RECORDED INFORMATION:
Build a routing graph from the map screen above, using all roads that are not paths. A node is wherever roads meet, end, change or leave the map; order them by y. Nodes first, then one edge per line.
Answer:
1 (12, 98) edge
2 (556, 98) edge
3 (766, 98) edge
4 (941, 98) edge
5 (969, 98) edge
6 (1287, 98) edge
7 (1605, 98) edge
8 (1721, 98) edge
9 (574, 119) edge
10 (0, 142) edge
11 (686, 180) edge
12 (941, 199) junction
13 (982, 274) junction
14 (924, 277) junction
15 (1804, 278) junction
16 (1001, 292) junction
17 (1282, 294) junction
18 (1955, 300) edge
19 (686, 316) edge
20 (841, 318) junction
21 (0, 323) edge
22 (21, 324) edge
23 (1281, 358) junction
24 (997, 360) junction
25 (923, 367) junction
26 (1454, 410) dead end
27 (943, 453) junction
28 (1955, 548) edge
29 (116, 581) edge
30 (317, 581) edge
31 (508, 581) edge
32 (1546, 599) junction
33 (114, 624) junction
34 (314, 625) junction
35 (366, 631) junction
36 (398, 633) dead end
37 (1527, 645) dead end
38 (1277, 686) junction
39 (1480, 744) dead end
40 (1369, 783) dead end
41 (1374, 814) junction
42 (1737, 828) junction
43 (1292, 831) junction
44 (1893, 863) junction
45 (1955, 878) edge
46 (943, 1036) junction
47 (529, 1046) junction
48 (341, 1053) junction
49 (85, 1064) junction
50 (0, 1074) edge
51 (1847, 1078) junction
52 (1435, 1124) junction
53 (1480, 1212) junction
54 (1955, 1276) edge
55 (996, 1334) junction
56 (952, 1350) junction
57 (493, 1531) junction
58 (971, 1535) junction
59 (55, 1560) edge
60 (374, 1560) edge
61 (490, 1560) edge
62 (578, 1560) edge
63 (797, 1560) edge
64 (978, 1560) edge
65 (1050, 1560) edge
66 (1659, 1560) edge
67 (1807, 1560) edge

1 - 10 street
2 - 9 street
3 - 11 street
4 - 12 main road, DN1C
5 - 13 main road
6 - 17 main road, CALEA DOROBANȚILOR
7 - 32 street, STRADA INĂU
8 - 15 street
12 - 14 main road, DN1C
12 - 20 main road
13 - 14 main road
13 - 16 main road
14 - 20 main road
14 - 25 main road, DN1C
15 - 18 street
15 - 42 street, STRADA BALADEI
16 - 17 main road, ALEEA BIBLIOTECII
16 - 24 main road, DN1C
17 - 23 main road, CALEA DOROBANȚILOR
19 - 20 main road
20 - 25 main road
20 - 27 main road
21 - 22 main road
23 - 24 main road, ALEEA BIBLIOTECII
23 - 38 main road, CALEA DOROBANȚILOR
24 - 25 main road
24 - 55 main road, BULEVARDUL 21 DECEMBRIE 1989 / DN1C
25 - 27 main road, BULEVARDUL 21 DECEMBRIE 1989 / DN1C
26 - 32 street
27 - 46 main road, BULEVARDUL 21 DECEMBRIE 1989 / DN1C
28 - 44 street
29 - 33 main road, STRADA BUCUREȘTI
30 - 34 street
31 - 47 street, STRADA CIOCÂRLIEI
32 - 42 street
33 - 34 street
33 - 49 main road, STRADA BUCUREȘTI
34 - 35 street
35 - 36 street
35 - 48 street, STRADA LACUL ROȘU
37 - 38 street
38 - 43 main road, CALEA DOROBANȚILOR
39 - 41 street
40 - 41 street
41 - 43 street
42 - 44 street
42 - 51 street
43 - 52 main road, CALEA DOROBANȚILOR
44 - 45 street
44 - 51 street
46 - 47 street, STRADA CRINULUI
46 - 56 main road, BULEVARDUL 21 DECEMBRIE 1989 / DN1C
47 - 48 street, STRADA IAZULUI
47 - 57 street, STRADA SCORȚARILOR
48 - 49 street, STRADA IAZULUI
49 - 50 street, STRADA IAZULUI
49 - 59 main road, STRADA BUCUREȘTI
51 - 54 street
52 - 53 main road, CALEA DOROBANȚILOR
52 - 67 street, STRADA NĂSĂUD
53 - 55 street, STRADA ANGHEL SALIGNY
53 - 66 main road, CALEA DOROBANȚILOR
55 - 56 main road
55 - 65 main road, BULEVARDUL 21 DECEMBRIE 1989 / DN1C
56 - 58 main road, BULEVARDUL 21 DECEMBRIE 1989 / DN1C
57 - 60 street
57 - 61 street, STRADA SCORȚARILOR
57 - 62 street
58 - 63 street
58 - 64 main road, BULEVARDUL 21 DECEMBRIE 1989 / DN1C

INSTRUCTIONS TO FOLLOW:
All lines containing "BIBLIOTECII" in the material above should appear in your reply, copied exactly.

SOLVED EXERCISE:
16 - 17 main road, ALEEA BIBLIOTECII
23 - 24 main road, ALEEA BIBLIOTECII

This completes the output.